Para Rafael Soares, do diário Record, os nomes contratados pelo futebol brasileiro ajudam na surpresa com que suas declarações podem ser encaradas.
- Bem, eu não sei se estará mesmo relacionado com a nacionalidade destes treinadores. Aliás, olhando para os treinadores em questão, até penso que conseguimos encontrar diferenças na forma como comunicam interna e externamente. Luis Castro, por exemplo, aparenta ser uma pessoa mais pacata se o compararmos com Abel Ferreira e Vítor Pereira. No entanto, reforço esta componente: o Brasil encontrou treinadores portugueses que gostam de falar sobre o jogo porque são estudiosos.
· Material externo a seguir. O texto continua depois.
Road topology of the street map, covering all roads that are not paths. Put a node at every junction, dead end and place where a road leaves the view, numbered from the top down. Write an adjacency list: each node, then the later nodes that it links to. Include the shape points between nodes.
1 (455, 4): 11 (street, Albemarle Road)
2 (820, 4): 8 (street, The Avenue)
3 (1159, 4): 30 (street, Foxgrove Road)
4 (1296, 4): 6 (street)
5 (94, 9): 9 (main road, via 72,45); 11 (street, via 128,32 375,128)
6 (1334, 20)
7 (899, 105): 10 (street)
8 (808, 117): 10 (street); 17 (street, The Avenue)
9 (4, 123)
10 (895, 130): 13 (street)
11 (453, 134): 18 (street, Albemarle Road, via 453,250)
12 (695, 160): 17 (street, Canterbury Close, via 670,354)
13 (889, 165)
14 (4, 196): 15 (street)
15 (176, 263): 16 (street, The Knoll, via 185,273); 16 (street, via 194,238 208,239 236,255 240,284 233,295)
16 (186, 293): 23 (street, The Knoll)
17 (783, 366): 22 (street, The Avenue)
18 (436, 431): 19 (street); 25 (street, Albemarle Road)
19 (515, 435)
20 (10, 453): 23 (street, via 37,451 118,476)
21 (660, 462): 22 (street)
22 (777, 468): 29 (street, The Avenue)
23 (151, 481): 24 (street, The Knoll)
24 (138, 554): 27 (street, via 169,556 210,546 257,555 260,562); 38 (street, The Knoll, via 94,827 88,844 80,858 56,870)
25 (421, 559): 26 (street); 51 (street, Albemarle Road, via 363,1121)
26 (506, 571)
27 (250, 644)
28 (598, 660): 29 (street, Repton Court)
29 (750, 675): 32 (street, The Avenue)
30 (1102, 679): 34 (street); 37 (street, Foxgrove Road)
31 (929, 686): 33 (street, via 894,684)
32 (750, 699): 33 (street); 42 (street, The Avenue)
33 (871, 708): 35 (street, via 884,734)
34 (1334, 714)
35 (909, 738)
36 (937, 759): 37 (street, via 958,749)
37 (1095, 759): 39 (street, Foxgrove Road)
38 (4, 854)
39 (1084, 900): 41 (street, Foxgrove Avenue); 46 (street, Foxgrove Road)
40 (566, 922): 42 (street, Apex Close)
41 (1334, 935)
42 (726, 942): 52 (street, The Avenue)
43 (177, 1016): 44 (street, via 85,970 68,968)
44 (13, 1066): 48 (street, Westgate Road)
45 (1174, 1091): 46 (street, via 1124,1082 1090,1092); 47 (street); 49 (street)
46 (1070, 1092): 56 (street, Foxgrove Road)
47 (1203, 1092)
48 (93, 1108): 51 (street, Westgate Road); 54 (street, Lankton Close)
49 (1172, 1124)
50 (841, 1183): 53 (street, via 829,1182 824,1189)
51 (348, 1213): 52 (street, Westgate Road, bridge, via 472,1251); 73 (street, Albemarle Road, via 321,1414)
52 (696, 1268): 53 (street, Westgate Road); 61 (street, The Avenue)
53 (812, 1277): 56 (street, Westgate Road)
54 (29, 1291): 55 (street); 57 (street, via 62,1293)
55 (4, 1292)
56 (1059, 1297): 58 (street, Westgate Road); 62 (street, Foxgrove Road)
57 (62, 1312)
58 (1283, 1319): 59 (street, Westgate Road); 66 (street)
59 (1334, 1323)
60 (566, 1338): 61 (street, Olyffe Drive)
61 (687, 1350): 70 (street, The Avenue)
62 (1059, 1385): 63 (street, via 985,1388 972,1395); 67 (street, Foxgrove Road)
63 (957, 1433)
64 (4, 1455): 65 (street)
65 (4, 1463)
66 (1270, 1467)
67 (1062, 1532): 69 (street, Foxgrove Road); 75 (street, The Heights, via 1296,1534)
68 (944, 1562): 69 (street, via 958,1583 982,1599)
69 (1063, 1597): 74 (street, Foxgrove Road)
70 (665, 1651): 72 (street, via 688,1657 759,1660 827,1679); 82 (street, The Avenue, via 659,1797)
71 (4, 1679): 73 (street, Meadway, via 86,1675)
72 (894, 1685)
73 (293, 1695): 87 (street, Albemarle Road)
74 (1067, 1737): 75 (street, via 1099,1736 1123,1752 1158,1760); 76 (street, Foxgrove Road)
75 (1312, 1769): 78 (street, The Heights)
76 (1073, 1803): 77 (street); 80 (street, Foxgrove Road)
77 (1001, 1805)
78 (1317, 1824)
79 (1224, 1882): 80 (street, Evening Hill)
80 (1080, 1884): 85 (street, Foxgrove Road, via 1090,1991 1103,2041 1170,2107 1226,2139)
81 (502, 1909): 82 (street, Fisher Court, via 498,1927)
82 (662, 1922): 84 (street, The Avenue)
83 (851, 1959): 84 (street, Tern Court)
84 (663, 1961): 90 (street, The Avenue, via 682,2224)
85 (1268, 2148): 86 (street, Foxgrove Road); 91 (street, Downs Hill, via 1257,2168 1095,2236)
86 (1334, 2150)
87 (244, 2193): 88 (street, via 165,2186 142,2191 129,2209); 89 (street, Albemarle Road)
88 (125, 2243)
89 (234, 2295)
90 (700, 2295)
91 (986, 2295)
Com experiência na cobertura do quarteto, Soares elogia as condutas de Castro e Pereira, por exemplo. No botafoguense, por exemplo, classifica como 'aula' as coletivas pela sua tentativa de explicar o jogo em detalhes. Ao corintiano, destaca o seu gosto em falar pelo jogo e revela que já atuou como comentarista na TV portuguesa, o que o dá liberdade e prática no trato com repórteres.
- Eu não consigo estabelecer um termo de comparação concreto entre aquilo que são os treinadores portugueses e os brasileiros. Penso que dependerá de perfil para perfil. Acredito que haja uma evolução na forma como os treinadores comunicam porque o público também é mais exigente. No entanto, faço aqui uma distinção. Quem são os treinadores que falam sobre o jogo em si? Quem são os treinadores que são honestos e frontais? Eu acredito que ainda há um caminho a percorrer e sinto que os treinadores ainda se fecham um pouco. Muitas vezes respondem com alguns chavões às perguntas dos jornalistas e fecham-se em copas. Acredito, como disse no início, que há alguma evolução porque os adeptos também são mais exigentes e acredito que querem saber mais sobre o jogo.